Check in soon for briefing highlights and a full video recording.

The Environmental and Energy Study Institute (EESI) held a facilitated discussion on how we can make our economy much more energy-efficient, to generate wealth and combat climate change. In 2018, the 329 million residents of the United States spent more than $1.1 trillion to meet their many energy needs. Current projections suggest those expenditures—whether to light and cool homes, power business enterprises, or enable daily commutes—may triple to $3.4 trillion (in nominal dollars) by the year 2050. Shockingly, a huge share of that spending is wasted. As detailed in a variety of recent studies, the U.S. economy may only be 16 percent energy-efficient. In other words, an estimated 84 percent of the energy resources consumed within American communities are wasted.

The inefficient use of energy creates an array of costs and constraints that burden our social and economic well-being. Inefficiency needlessly contributes to the growth of greenhouse gas emissions, adds to the growing burden of air pollution costs, reduces industrial productivity, and complicates our energy security and economic resilience. The inefficient use of energy also erodes the nation’s economic growth, contributing to lower growth in GDP per capita (long-term projections suggest that growth in per capita GDP is falling, from perhaps 2 percent or more from the 1950s to the 1990s, to a projected growth rate of less than 1.5 percent per year over the following three decades).

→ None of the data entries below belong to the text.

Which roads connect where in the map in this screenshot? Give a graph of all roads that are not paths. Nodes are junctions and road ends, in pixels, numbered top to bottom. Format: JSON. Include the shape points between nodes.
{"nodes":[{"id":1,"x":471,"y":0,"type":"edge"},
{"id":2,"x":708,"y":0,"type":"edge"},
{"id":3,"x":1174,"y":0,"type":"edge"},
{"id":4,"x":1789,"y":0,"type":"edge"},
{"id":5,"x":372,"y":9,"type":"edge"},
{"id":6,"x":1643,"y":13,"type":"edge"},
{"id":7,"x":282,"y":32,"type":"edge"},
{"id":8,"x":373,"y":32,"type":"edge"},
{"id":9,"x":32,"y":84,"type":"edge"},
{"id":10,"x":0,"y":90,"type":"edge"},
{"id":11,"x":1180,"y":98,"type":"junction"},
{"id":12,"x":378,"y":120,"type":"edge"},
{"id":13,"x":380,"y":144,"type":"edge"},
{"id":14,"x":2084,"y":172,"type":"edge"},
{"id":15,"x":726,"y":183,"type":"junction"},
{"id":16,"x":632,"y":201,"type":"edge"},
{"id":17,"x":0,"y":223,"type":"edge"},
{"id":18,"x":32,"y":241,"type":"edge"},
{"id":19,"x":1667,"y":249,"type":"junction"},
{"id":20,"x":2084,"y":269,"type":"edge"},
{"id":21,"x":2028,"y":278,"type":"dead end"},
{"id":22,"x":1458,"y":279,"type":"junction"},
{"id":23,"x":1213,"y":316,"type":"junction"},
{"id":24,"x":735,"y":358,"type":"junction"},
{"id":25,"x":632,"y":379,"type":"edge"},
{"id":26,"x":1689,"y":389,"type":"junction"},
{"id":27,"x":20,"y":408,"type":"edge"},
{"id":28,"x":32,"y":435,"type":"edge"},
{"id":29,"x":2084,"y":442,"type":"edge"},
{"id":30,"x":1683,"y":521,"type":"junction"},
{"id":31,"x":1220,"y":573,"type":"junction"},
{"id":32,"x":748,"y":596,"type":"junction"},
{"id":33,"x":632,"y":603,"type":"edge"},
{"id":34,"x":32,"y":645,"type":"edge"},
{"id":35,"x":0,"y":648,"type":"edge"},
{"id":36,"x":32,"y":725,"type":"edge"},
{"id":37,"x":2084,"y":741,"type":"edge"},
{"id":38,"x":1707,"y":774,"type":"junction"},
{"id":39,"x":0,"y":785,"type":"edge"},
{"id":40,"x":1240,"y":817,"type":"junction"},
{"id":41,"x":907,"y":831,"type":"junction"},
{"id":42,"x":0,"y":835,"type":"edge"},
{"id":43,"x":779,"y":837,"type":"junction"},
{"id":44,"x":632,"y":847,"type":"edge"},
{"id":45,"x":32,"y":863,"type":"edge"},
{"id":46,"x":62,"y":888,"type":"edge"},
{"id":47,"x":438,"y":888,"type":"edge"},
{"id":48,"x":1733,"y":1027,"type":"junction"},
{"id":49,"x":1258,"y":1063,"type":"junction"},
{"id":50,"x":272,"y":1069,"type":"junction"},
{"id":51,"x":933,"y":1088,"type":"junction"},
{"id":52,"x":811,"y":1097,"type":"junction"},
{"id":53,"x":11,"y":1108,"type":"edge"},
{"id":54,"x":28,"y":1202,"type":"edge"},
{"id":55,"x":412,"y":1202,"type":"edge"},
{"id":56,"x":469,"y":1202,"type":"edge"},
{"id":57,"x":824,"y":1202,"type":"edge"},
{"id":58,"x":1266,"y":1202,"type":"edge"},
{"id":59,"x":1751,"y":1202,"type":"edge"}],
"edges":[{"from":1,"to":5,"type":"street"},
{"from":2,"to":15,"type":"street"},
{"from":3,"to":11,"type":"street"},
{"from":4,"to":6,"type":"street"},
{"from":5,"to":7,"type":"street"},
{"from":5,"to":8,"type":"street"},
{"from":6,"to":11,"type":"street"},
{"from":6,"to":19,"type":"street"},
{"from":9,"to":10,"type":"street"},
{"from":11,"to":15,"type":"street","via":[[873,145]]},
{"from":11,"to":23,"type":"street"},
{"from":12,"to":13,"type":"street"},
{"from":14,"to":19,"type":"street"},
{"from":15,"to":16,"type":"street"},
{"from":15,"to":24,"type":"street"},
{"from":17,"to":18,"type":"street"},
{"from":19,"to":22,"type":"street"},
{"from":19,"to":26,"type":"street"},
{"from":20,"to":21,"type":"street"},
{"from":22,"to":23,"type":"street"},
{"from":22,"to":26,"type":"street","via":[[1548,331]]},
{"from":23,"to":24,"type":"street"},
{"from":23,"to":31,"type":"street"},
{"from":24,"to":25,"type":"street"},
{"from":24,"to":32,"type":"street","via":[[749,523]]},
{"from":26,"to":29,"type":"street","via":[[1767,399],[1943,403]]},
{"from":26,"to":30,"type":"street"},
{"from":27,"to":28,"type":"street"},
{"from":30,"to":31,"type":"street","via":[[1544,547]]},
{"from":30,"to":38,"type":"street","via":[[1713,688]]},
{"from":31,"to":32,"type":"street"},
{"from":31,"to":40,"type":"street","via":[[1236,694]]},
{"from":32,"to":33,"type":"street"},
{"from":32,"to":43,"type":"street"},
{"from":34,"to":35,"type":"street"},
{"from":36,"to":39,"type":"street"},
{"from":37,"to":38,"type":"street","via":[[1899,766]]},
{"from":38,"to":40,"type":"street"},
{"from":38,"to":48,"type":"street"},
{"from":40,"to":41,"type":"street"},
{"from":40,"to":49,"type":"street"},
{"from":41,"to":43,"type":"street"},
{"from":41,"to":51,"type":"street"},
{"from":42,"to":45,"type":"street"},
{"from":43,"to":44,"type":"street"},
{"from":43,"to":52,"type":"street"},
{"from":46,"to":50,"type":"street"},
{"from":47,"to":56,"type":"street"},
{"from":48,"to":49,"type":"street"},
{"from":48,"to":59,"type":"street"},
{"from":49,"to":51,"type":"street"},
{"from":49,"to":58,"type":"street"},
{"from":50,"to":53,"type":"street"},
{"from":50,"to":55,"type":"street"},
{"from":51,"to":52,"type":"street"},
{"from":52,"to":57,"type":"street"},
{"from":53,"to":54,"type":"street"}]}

While there are huge opportunities to promote the more efficient use of energy and other resources, it will take purposeful effort, guided by smart policies and programs, to drive the activities and investments necessary to achieve optimal, large-scale benefits for households and businesses. How can we accelerate the more productive use of energy resources—at sufficient scale—over the next three decades or so? Following an overview of the economic imperative of greater levels of energy productivity, the discussants also examined the magnitude of the policies, program funding and productive investments that will be essential to elevate the performance of the American economy over the long-term.